Let’s say we are looking for users with experience in AI who live in Prague.
This search: AI location:Prague specifically targets users who have indicated Prague in their location field. It returns 89 results.
Compare it with AI Prague which returns only 20 (the ones where “Prague” is used in the users’ bios). 

Searching for two locations or different spellings of the same location?

Use qualifier location: twice, e.g.:  AI location:Prague location:Praha searches for users with AI who spell their location as either “Prague” or “Praha”. 

Searching for a programming language

Use qualifier language:

This qualifier allows you to refine your search for GitHub users by their primary programming language. For example, to find users proficient in C++, use: language:C++

Compare these two searches looking for users who live in Latvia and whose primary language is JavaScript:
location:latvia language:javascript returns 619 results. 
location:latvia javascript returns 49 results – all people who mention JavaScript in their bios. Not only did we get fewer results, we cannot be sure that JavaScript is indeed their primary language.

Searching for different languages?

Use the language: qualifier twice. E.g, to find people in Latvia whose primary language is either C++ or Python: location:latvia language:c++ language:python

Using Boolean operators in GitHub searches

While the Boolean operators AND, OR, and NOT are fundamental in many search contexts, their application in GitHub searches comes with specific considerations.

  • Keep it simple

GitHub’s search engine is designed to interpret only simple boolean expressions. Parentheses do not work (the search will not return any results). Combining operators AND and OR in a single query often leads to unexpected results, and we do not recommend it. 

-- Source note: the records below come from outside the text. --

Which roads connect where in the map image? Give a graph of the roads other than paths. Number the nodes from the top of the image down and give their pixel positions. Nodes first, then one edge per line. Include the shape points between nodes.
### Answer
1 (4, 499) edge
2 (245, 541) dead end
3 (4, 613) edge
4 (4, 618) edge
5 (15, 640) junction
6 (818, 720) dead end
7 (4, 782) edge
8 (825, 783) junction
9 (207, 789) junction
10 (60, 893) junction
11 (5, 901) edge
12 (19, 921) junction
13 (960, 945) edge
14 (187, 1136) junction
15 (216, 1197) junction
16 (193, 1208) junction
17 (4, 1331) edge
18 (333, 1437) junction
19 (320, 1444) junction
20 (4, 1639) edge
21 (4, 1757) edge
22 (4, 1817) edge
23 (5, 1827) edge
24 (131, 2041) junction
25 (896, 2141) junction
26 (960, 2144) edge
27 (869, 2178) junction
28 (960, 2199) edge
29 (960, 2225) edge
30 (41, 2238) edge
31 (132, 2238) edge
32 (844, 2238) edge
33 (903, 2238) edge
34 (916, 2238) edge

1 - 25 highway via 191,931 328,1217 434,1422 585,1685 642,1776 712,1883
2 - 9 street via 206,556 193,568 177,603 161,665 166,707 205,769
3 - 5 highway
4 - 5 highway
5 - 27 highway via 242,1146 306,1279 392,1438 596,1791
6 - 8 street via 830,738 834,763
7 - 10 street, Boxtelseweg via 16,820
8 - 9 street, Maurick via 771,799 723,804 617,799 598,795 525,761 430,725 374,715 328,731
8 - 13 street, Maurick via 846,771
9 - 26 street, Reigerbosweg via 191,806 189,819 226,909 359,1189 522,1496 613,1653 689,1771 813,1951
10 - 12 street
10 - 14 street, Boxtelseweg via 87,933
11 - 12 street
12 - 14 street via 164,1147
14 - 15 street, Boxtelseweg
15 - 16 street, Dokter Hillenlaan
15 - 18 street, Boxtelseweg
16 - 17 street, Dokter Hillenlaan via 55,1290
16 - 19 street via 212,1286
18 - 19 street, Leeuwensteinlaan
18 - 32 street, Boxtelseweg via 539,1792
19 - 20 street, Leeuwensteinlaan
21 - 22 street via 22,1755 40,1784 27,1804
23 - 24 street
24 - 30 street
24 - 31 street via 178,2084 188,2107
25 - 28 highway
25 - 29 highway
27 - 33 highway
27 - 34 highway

  • Boolean with qualifiers is restricted   

The words “AND”, “OR”, and “NOT” can only be used with keywords and in: qualifiers (in:email, in:name, in:login). You cannot use them with other qualifiers. AND and OR are always implied, and NOT is expressed as a minus sign. 

For example, “java developer” AND location:barcelona does not return results because the qualifier location: cannot be used with the operator AND. Omit AND to get the desired result: “java developer” location:barcelona (remember, AND is implied).

Do you remember how we looked for people whose primary language is either C++ or Python? language:c++ language:python (OR is implied). language:c++ OR language:python does not work.

The operator NOT is always expressed as a minus sign when used with qualifiers, e.g. location:”estonia” -location:”Tallinn” returns people who live in Estonia but not in Tallinn. 

Because we cannot use AND and OR with qualifiers, some searches are simply not possible.  For example, we cannot search for users whose primary language is Java and who also mention Java in their bios. language:java AND java returns an error (and omitting AND is interpreted as OR by the Github internal algorithms). 

Our help page contains additional details and examples of Boolean search. 

Final notes:

  • Boolean operators are always capitalized: AND, OR, NOT
  • There is no white space between the minus sign and a search term, e.g. -language:javascript
  • Qualifiers are always lowercase: location:, user:, fullname:, etc.
  • There is no white space between most qualifiers and the search term, e.g.language:java, location:london, etc. 
  • Do not forget about the colon after qualifiers, e.g. repos:, followers:, etc.